Because of my recently gained motivation to begin listening to music again and fully gaining the means to do so independently, a few months ago I went around asking my friends if they'd be able to recommend their favorite albums for me to listen to. A friend of mine, who I'll just call Z for now, sent me What's Tonight To Eternity? citing that, if she had to choose, this album would represent himself in every aspect. Now this was months ago, I think in November, and I am a procrastinator, and so just today I finally got around to listening to this one in full while doing some project for my history class. In all honesty What's Tonight To Eternity? is something I wouldn't listen to on my own, when I listened to one of the first tracks with Z in November my exact thought was "This album sounds like Cindy Lee sang in the bathroom once and made it their entire personality" no insult to Z at all they thought this was funny. Some tracks in particular almost sound like tracks from the Disco Elysium soundtrack which was kind of a jump scare, ( track 2 "I Want You To Suffer" in particular ) I did enjoy listening to this album because its always fun to hear the songs that make up the people around you. My favorite track has to be the opener, it feels like the most deliberately produced out of the bunch.

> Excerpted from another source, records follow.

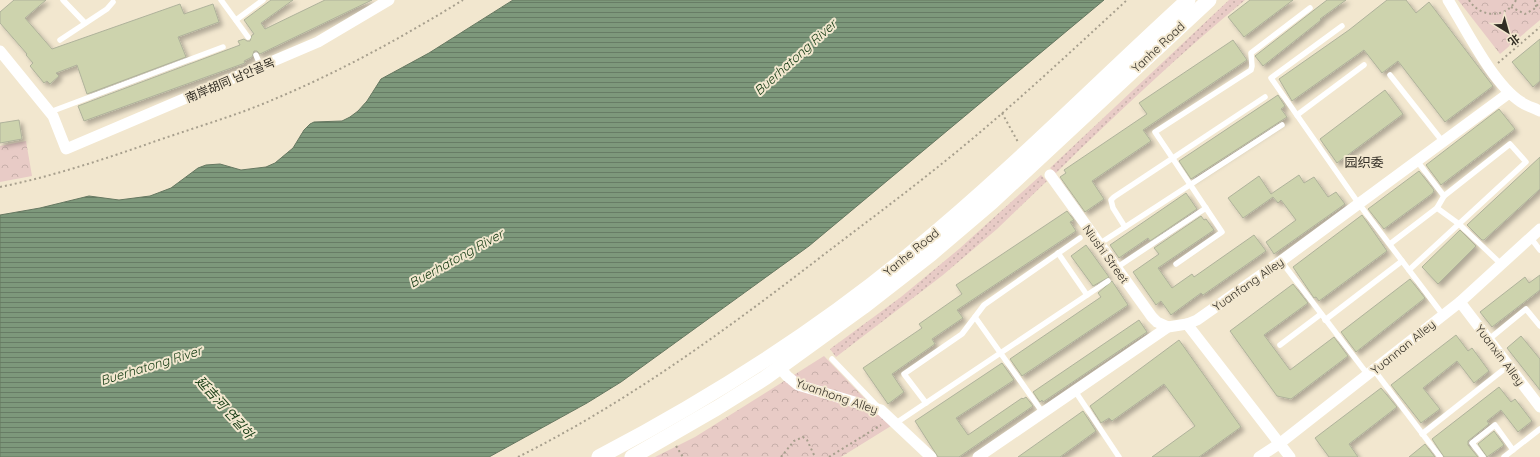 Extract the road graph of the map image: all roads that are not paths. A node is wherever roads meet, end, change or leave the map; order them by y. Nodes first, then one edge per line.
1 (63, 0) edge
2 (221, 0) edge
3 (263, 0) edge
4 (389, 0) edge
5 (1188, 0) edge
6 (1209, 0) edge
7 (1448, 0) edge
8 (113, 2) dead end
9 (1310, 8) dead end
10 (236, 20) junction
11 (85, 23) junction
12 (1342, 26) dead end
13 (248, 37) dead end
14 (60, 40) dead end
15 (223, 47) dead end
16 (0, 51) edge
17 (256, 56) dead end
18 (1364, 65) dead end
19 (261, 67) junction
20 (1390, 75) dead end
21 (1509, 93) junction
22 (1265, 97) dead end
23 (1539, 110) edge
24 (50, 112) junction
25 (1297, 115) junction
26 (1282, 125) dead end
27 (1443, 142) junction
28 (1173, 159) junction
29 (1417, 161) junction
30 (1050, 175) dead end
31 (1191, 185) junction
32 (1444, 196) junction
33 (1359, 204) junction
34 (1206, 208) junction
35 (1438, 208) junction
36 (1458, 224) junction
37 (1125, 227) junction
38 (1540, 228) edge
39 (1530, 237) junction
40 (1080, 238) dead end
41 (1099, 244) junction
42 (1390, 244) junction
43 (1540, 250) edge
44 (1058, 253) junction
45 (1281, 261) junction
46 (1402, 261) junction
47 (1176, 264) dead end
48 (1502, 264) junction
49 (1116, 268) junction
50 (1409, 270) junction
51 (1108, 281) dead end
52 (1087, 295) junction
53 (1460, 302) junction
54 (1321, 314) junction
55 (1443, 315) junction
56 (974, 317) junction
57 (1325, 320) junction
58 (1188, 324) junction
59 (1168, 326) junction
60 (1540, 326) edge
61 (1488, 340) junction
62 (1280, 345) dead end
63 (1000, 353) junction
64 (832, 359) dead end
65 (1508, 366) junction
66 (779, 367) junction
67 (1371, 373) junction
68 (1075, 391) junction
69 (926, 403) junction
70 (1540, 407) edge
71 (882, 410) junction
72 (1043, 413) junction
73 (893, 421) junction
74 (1540, 429) edge
75 (1422, 434) junction
76 (1279, 444) junction
77 (1514, 450) junction
78 (599, 457) edge
79 (632, 457) edge
80 (931, 457) edge
81 (978, 457) edge
82 (1120, 457) edge
83 (1259, 457) edge
84 (1290, 457) edge
85 (1440, 457) edge
86 (1483, 457) edge
87 (1504, 457) edge

1 - 11 lane
2 - 10 lane
3 - 10 lane
4 - 19 street, 南岸胡同 남안골목
5 - 78 main road, Yanhe Road
6 - 66 main road, Yanhe Road
7 - 21 street
8 - 11 lane
9 - 28 lane
10 - 13 lane
11 - 14 lane
12 - 25 lane
15 - 24 lane
16 - 24 street
17 - 19 lane
18 - 25 lane
19 - 24 street, 南岸胡同 남안골목
20 - 27 lane
21 - 23 street
21 - 27 street, Yuanfang Alley
22 - 28 lane
25 - 33 lane
26 - 31 lane
27 - 29 street, Yuanfang Alley
28 - 31 lane
28 - 37 lane
29 - 32 lane
29 - 33 street, Yuanfang Alley
30 - 41 street, Niushi Street
31 - 34 lane
31 - 37 lane
32 - 35 lane
32 - 36 lane
33 - 42 lane
33 - 45 street, Yuanfang Alley
34 - 47 lane
34 - 49 lane
35 - 36 lane
35 - 42 lane
36 - 48 lane
36 - 50 lane
37 - 41 lane
38 - 39 street, Yuannan Alley
39 - 43 lane
39 - 48 street, Yuannan Alley
40 - 44 lane
41 - 49 street, Niushi Street
42 - 46 lane
44 - 52 lane
44 - 56 lane
45 - 54 lane
45 - 58 street, Yuanfang Alley
46 - 50 lane
46 - 57 lane
48 - 53 street, Yuannan Alley
49 - 59 street, Niushi Street
50 - 55 lane
51 - 52 lane
52 - 63 lane
53 - 55 street, Yuannan Alley
53 - 61 street, Yuanxin Alley
54 - 57 lane
54 - 62 lane
55 - 67 street, Yuannan Alley
56 - 63 lane
56 - 69 lane
57 - 67 lane
58 - 59 street, Yuanfang Alley
58 - 76 street
59 - 68 street, Yuanfang Alley
60 - 61 lane
61 - 65 street, Yuanxin Alley
63 - 69 lane
63 - 72 lane
64 - 71 lane
65 - 70 street, Yuanxin Alley
65 - 75 lane
66 - 71 street, Yuanhong Alley
66 - 79 main road, Yanhe Road
67 - 75 lane
67 - 76 street, Yuannan Alley
68 - 72 street, Yuanfang Alley
68 - 82 lane
69 - 73 lane
71 - 73 street, Yuanhong Alley
72 - 81 street, Yuanfang Alley
73 - 80 street, Yuanhong Alley
74 - 77 lane
75 - 85 lane
76 - 83 street, Yuannan Alley
76 - 84 street
77 - 86 lane
77 - 87 lane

Okay, so in me and my friend's collective persuit to find and listen to as many Ethan Geller songs as possible (because for some reason his music is amazing), my friend, Jersey, discovered this album that went along with this old canceled gameshow of Ethan's. In the gameshow, The Phony Express, contestants apparently answer questions to win a song made after any topic they ask, this gives you hilariously random songs like "Getting Divorced (From A Kardashian) [Yaz' Song]" and "Carter Family Passover (Andrew's Song)". The game was apparently hosted in discord voice chats and (sometimes) uploaded online. This gameshow was unfortunately abandoned after the first volume was (presumably) finished. I say "presumably" because the first volume on Bandcamp is still marked as a preorder and there's been no releases since. Which is honestly a shame because I do really enjoy these songs made about random topics. My favorite tracks are "Phony Express Theme", "Getting Divorced (From A Kardasian) [Yaz' Song]", and "Exit Music (For A Game Show)" <- LOL hi OK Computer.

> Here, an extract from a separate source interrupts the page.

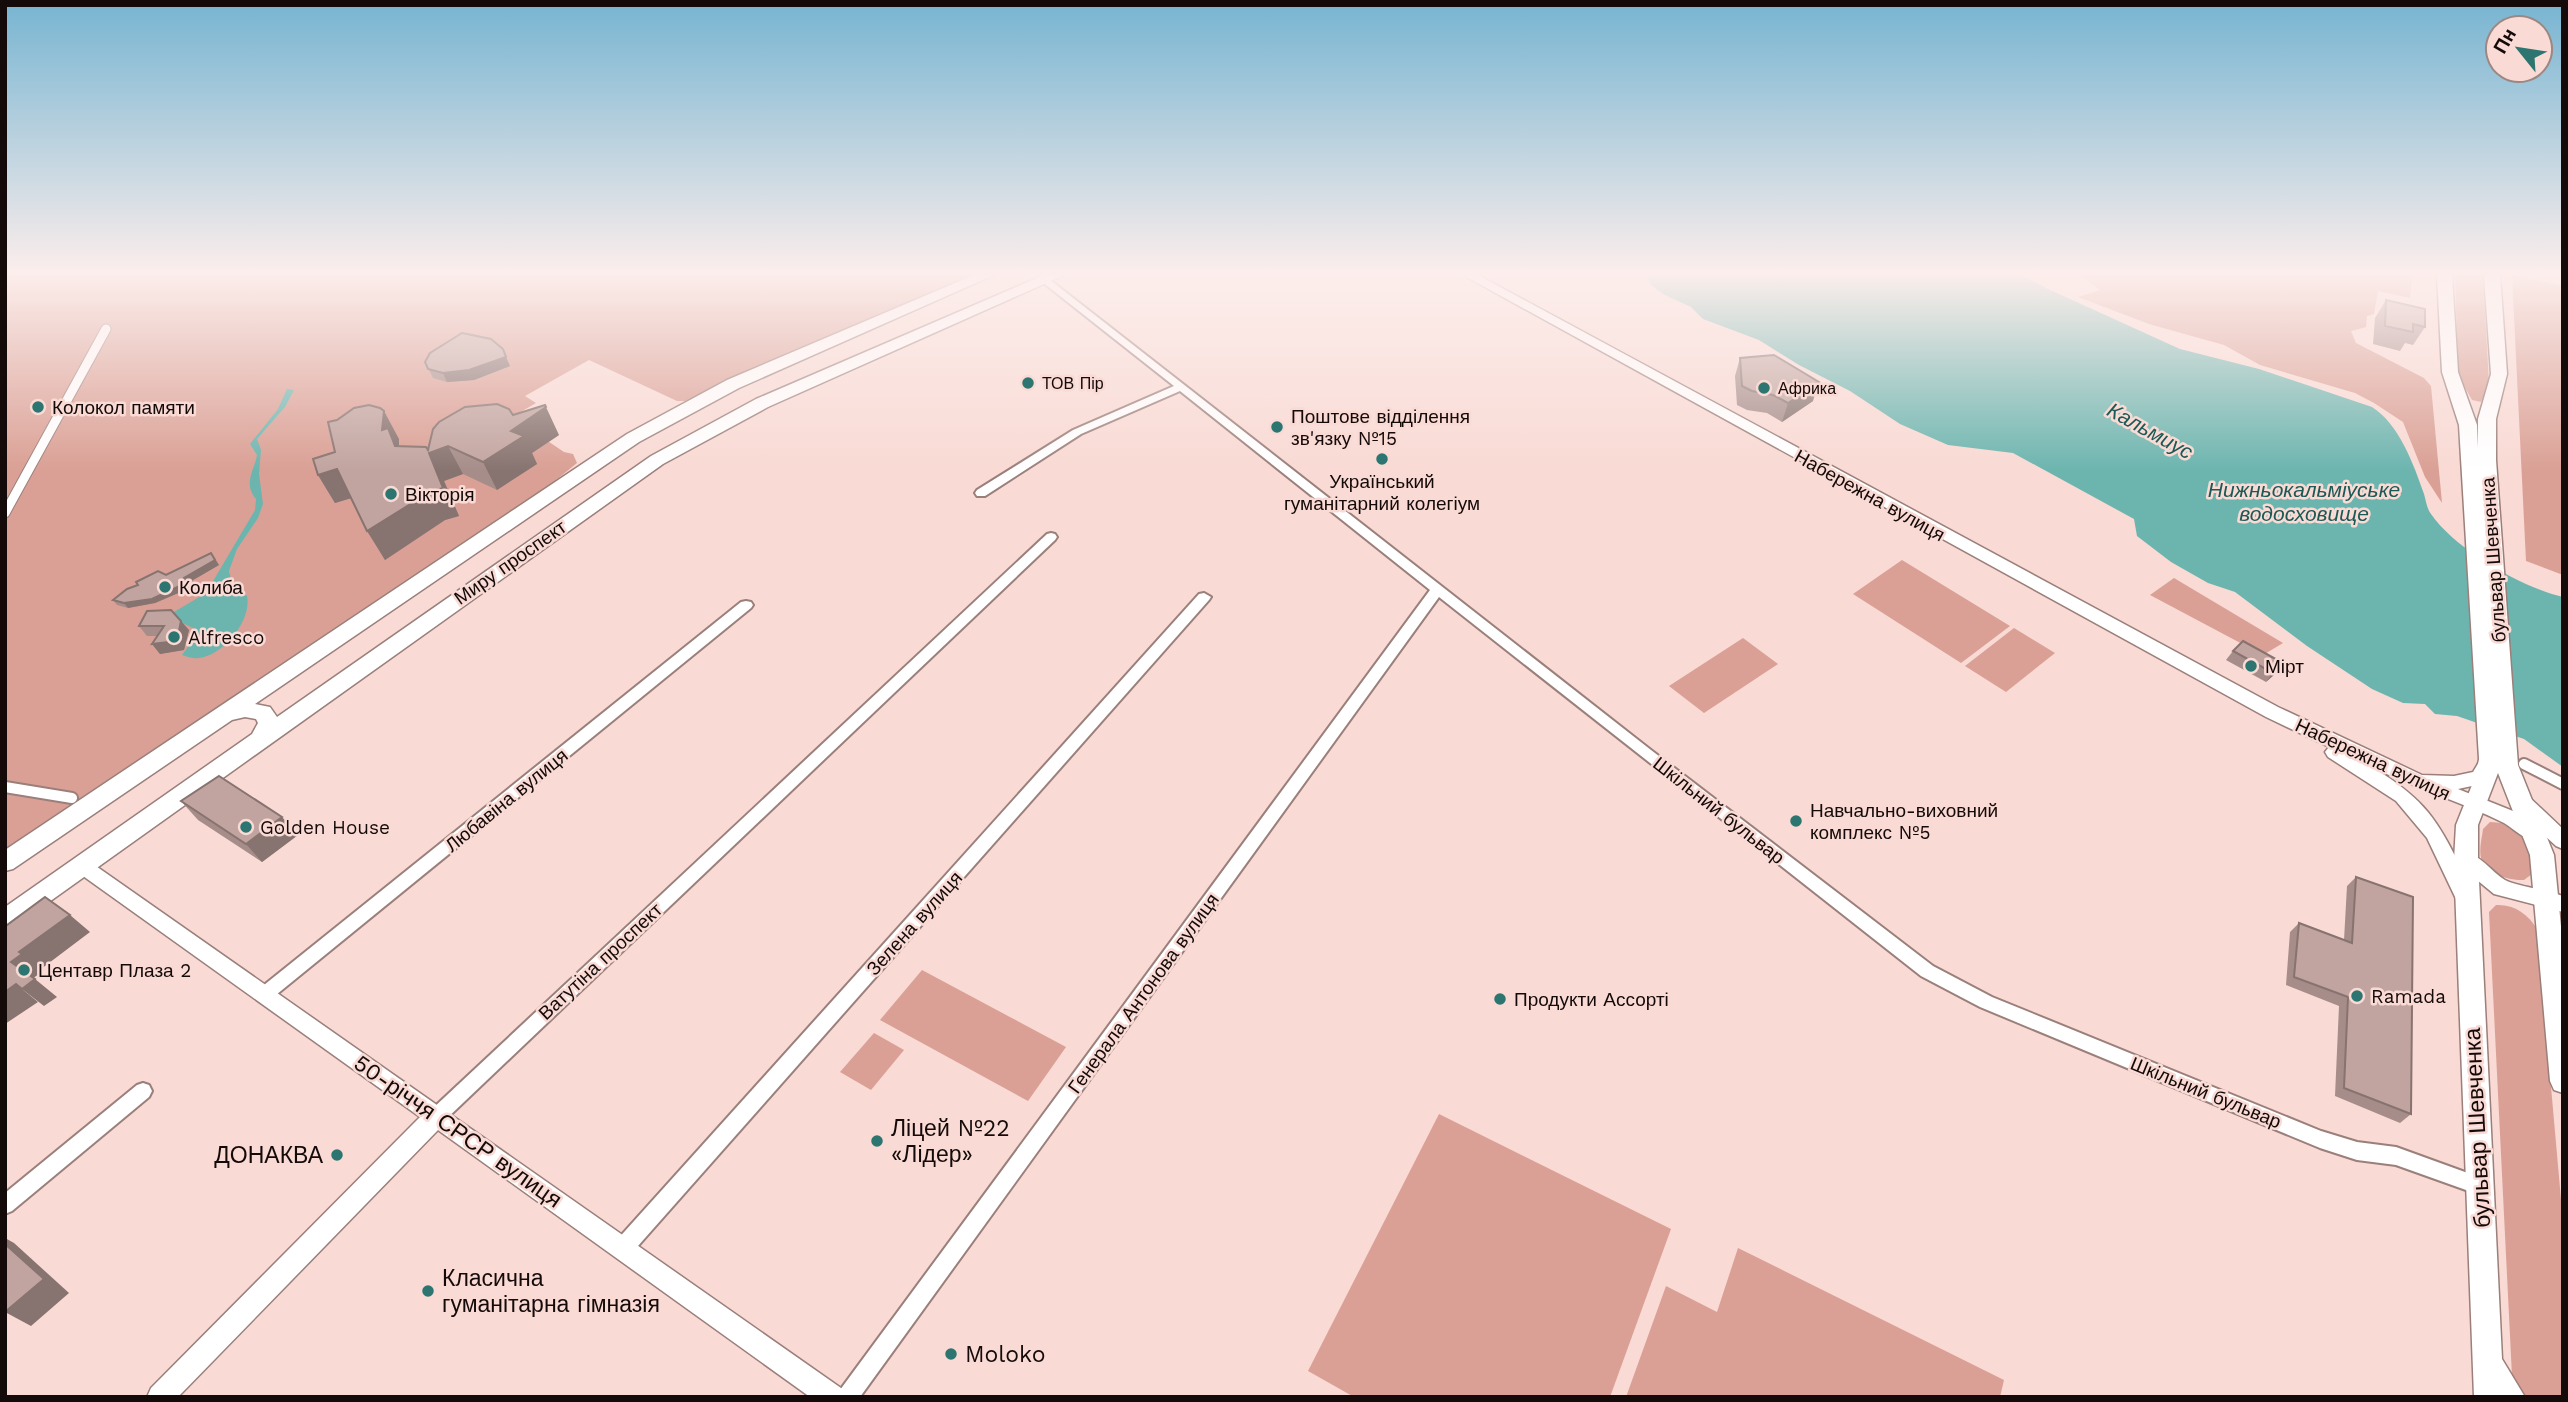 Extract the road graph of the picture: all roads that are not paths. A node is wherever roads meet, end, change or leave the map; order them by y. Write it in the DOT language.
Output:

Today I was home sick from school and came upon this game while looking around the web. It struck me terribly to my core. He Fucked the Girl Out of Me is an autobiographical visual novel that follows Taylor McCue's extremely traumatic experience as a sex worker. This game surreally expresses the authors terrifyingly real experience being forced to turn to sex work so she could afford basic needs as a recently out transgender woman. I don't know how to express how much I could unfortunately see myself in this story. I was never in the position that Taylor was in but the ways she describes her deep-seeded guilt for everything she was put through were really comforting to me almost, it's the way she describes the type of guilt that makes you feel trapped, that roots itself deep inside of your mind.

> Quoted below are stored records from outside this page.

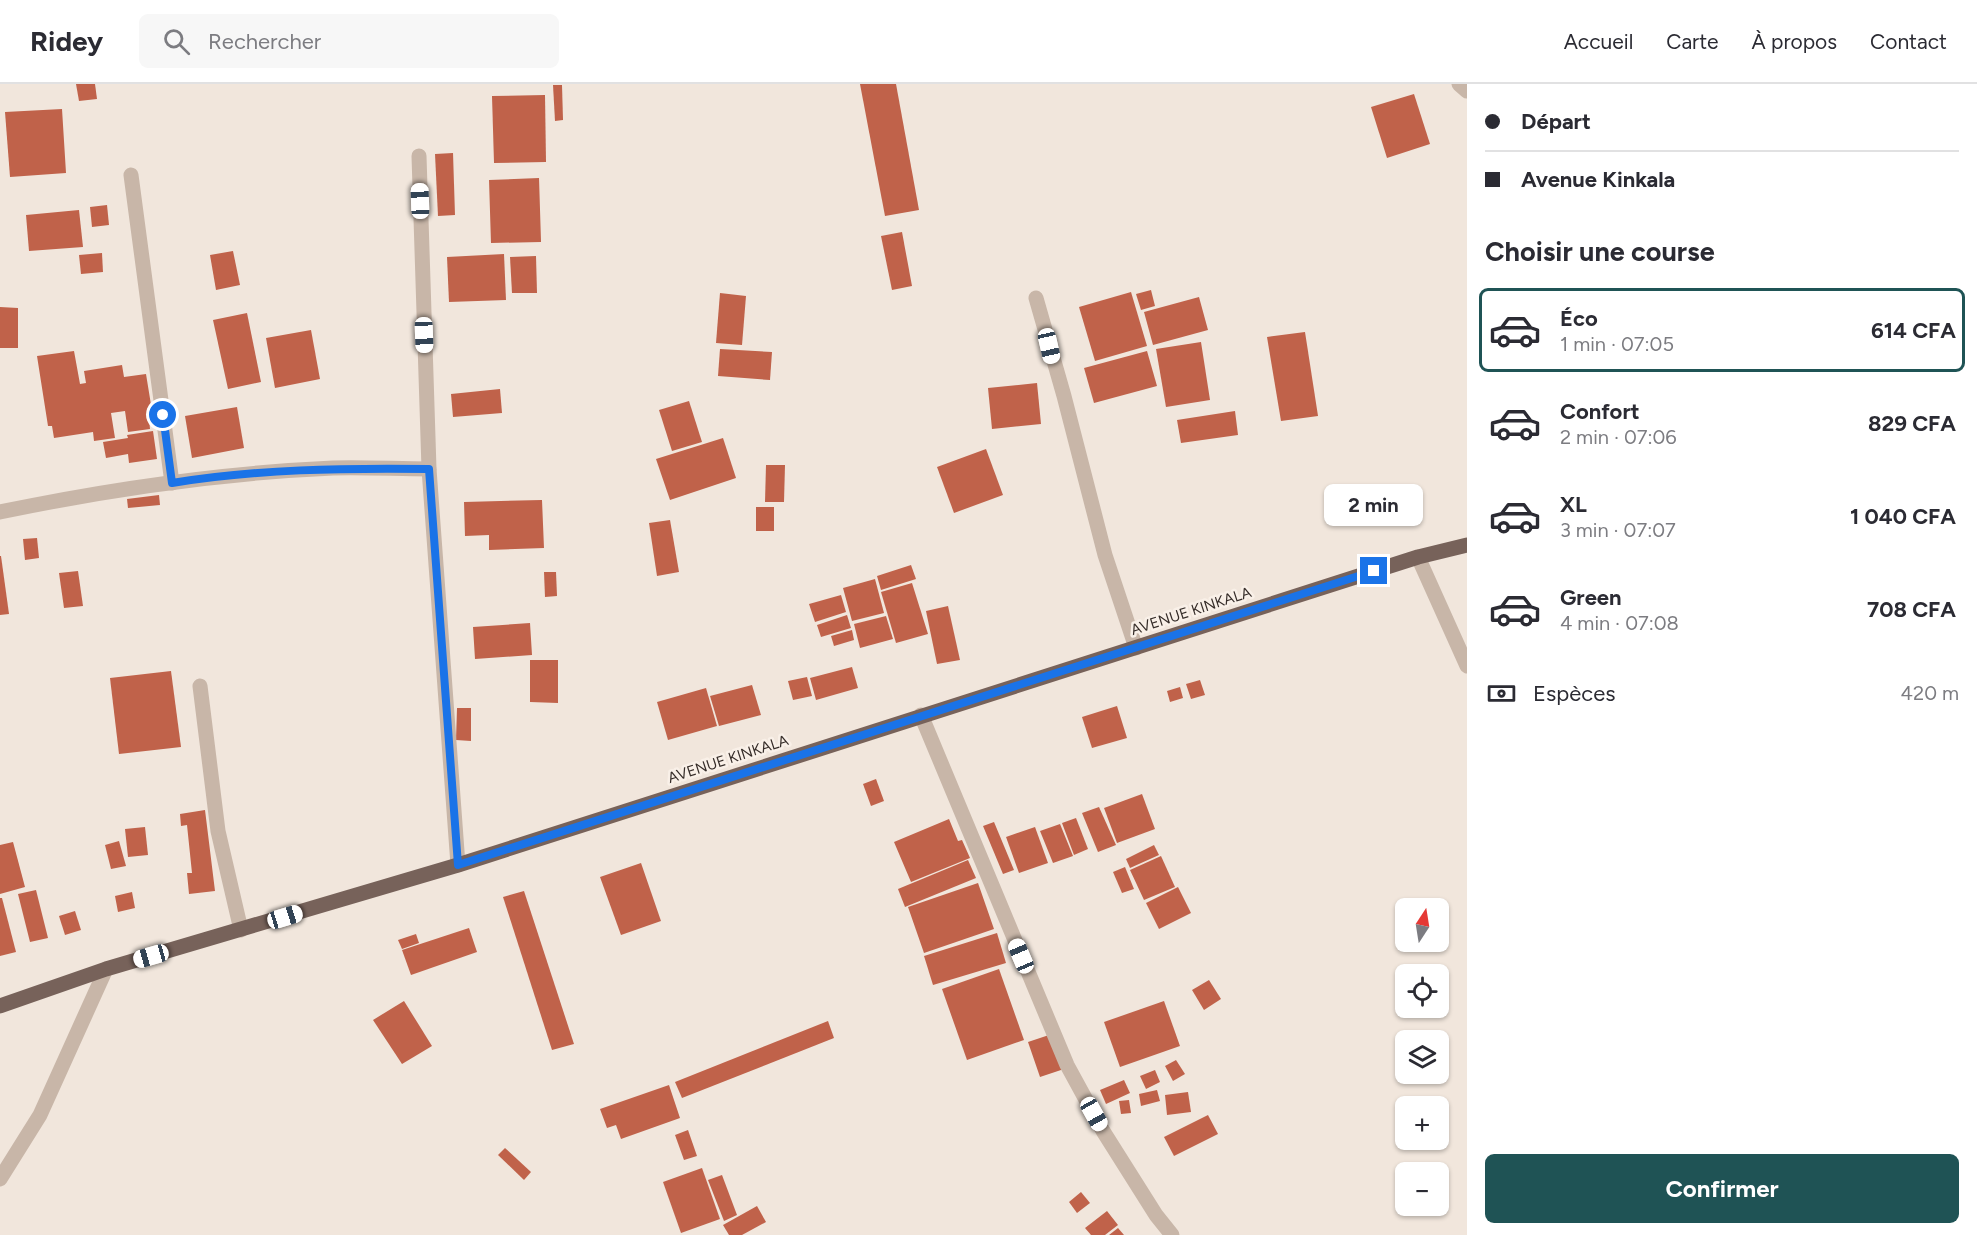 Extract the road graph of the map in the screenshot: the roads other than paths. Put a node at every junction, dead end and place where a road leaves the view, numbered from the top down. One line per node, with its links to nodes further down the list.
1 (1459, 84): 2 (street)
2 (1467, 91)
3 (419, 156): 6 (street)
4 (131, 175): 7 (street)
5 (1036, 298): 11 (street)
6 (429, 469): 7 (street); 15 (street)
7 (172, 483): 8 (street)
8 (0, 512)
9 (1467, 545): 10 (main road, AVENUE KINKALA)
10 (1418, 557): 11 (main road, AVENUE KINKALA); 12 (street)
11 (1136, 648): 14 (main road, AVENUE KINKALA)
12 (1467, 666)
13 (200, 686): 16 (street)
14 (921, 715): 15 (main road, AVENUE KINKALA); 20 (street)
15 (458, 865): 16 (main road, AVENUE KINKALA)
16 (241, 930): 17 (main road, AVENUE KINKALA)
17 (106, 969): 18 (main road, AVENUE KINKALA); 19 (street)
18 (0, 1006)
19 (0, 1179)
20 (1172, 1235)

Unrelated to the actual contents of the story, this game was an indie game made for the Gameboy Color in 2023, I was convinced to play it for this reason. While He Fucked the Girl Out of Me doesn't follow the typical "aesthetic" of Gameboy Games, it still uses a beautiful mixture of simple illustrations and real photographs for its art that makes up for it. I'd definitely say this game is worth playing if you feel you are in the right headspace to do so. It was a terribly gut-punching game for me to play.